Please reproduce exactly the line that carries "thumb ip: (220, 261)" and all remaining lines through the last line of the data, and write nothing else.

##### EXTRACTED MATERIAL

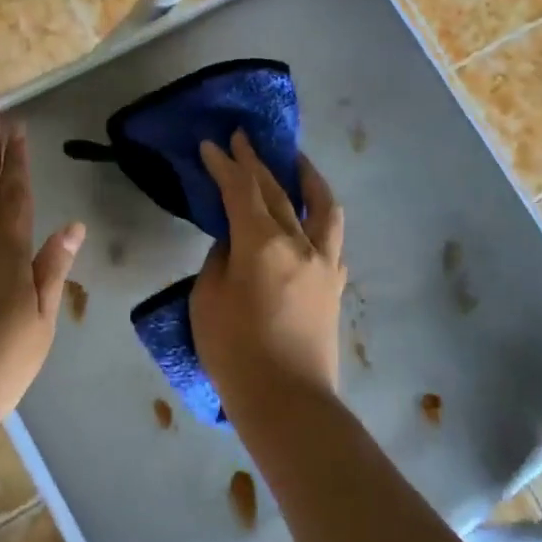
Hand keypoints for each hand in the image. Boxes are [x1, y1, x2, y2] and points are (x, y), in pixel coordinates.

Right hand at [190, 132, 346, 410]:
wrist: (288, 401)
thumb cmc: (235, 353)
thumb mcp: (207, 301)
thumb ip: (220, 261)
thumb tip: (234, 242)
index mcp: (263, 244)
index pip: (241, 190)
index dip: (225, 164)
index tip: (213, 144)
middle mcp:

##########

TASK ANSWER
thumb ip: (220, 261)
thumb tip: (234, 242)
index mcp: (263, 244)
index pip: (241, 190)
index dip: (225, 164)
index tip: (213, 144)
middle mcp:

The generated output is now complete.